Mépris de Macron pour la presse : "Les journalistes ne m'intéressent pas"

Narcisse Macron reproche à des journalistes de "s’intéresser trop à eux-mêmes"

"Les journalistes ne m'intéressent pas; ce sont les Français qui m'intéressent; c'est ça qu'il faut comprendre", a lâché Emmanuel Macron...

Discrimination ou ostracisme ? 
A en croire les sondages, le président trentenaire ne parvient pas à étreindre bien. Ce n'est pourtant pas faute d'embrasser peu. Alors, le président frustré a manifesté son irritabilité lundi, lors de sa visite d'une école à Forbach (Moselle), après cent jours de diète imposée de l'information, il fallait oser... 
Quand France 2 l'a interrogé sur son mode de communication, il a reproché aux journalistes de "s'intéresser trop à eux-mêmes et pas assez au pays". Après qu'ils l'ont beaucoup servi comme candidat, le président s'en dégage. Dégagisme à l'envers...

De la verticalité à l'horizontalité verticale ou à la verticalité horizontale?

Il s'est mis en images pendant tous les cent premiers jours, seul ou en couple, en Une partout et sur tous les écrans, mais le voici qui réforme sa com'. Début août, Christophe Castaner, le porte-parole du gouvernement, défendait encore la volonté de son président de ne pas multiplier les prises de parole. "Je comprends que ça puisse agacer, interroger mais j'ai le sentiment qu'il va falloir, pour vous comme pour moi, qu'on s'y habitue parce que le président a décidé de ne pas être un commentateur mais un acteur", a raillé Castaner, lors du compte-rendu du conseil des ministres du 2 août.
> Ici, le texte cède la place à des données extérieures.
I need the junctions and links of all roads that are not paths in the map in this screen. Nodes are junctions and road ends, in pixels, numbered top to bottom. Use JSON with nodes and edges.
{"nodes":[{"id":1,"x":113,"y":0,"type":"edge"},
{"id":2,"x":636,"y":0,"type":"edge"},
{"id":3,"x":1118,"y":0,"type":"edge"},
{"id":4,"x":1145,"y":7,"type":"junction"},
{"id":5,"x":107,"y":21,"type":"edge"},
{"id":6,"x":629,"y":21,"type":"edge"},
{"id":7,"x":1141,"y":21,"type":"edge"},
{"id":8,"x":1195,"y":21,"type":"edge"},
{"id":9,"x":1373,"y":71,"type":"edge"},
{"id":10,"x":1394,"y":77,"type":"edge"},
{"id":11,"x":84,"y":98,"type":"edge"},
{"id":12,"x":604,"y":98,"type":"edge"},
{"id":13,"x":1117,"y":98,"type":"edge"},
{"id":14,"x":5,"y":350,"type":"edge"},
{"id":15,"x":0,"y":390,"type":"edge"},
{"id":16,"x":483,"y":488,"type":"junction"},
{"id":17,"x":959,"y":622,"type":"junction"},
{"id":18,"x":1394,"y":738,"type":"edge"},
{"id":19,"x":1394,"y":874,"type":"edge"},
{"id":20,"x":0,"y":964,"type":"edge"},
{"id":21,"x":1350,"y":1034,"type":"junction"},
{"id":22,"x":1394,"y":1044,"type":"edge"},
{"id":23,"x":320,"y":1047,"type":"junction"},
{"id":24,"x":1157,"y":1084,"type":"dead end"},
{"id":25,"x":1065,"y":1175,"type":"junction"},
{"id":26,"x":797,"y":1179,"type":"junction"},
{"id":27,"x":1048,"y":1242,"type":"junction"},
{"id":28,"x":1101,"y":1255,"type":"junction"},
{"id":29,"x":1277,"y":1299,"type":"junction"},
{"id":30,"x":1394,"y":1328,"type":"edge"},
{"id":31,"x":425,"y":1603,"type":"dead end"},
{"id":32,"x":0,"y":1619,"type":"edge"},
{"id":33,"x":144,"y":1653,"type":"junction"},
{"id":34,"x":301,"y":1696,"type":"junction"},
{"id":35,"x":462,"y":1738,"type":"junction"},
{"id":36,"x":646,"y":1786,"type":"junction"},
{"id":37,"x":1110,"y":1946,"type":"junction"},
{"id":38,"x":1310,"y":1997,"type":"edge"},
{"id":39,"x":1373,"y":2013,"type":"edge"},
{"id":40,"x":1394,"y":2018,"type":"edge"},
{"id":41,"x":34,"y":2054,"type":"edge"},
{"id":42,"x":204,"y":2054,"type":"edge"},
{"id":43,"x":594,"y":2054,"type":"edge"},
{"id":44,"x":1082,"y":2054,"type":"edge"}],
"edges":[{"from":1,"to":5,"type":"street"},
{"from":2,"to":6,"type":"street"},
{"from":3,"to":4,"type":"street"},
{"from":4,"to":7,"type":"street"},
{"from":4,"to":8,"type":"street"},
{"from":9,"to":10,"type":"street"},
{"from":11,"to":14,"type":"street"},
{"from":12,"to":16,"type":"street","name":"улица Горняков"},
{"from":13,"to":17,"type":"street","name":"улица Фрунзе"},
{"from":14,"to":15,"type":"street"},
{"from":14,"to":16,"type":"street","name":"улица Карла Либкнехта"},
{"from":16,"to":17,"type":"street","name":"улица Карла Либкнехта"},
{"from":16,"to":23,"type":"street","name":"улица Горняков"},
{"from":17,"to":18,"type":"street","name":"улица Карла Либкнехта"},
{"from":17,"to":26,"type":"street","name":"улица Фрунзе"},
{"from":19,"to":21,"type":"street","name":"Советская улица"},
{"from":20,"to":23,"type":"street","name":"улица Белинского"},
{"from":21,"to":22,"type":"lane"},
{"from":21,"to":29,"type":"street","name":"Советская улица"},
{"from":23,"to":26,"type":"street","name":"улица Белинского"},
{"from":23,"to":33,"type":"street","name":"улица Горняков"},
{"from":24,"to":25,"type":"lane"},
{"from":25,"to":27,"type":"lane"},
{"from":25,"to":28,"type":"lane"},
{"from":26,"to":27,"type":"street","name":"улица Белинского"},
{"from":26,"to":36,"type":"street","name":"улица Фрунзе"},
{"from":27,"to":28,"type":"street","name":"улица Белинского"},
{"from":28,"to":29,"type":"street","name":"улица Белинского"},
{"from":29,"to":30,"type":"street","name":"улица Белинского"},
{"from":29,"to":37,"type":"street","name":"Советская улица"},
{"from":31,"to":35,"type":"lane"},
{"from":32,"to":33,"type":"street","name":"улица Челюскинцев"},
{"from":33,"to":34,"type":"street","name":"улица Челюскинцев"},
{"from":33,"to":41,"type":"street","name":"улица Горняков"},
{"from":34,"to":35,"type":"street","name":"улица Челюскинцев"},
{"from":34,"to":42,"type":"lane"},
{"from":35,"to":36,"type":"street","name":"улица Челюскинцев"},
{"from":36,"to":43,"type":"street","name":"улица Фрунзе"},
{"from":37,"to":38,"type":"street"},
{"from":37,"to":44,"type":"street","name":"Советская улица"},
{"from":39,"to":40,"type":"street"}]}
Mais, début septembre, quelques jours après les critiques suscitées par l'annonce d'une baisse des aides au logement (APL), Jupiter a recadré son dispositif politique. Il compte passer de la "parole rare" - la verticalité jupitérienne - , à "l'explication" en continu - l'"horizontalité présidentielle" - qui "donne systématiquement du sens aux choses", le sens officiel, tombé d'en haut sur le pauvre peuple. 
Pour éviter les polémiques, Jupiter va s'essayer à la pédagogie. 
Convaincre ou se vautrer, car l'horizontalité vise à donner plus de place au citoyen. Or, Macron va continuer à se mettre en avant et à étouffer ce citoyen et ses représentants...
Jupiter a décidé d'ajouter le son à l'image. 
Ainsi menace-t-il de traquer les Français jusque sur les radios publiques et privées : passé acteur de feuilleton radiophonique, il assurera lui-même le commentaire de son action. Les décrypteurs de la "pensée complexe" du président devront se recycler dans les emplois aidés médiatiques. Laurent Neumann ne voit toutefois pas pourquoi il ne continuerait pas de faire du commentaire de commentaire. 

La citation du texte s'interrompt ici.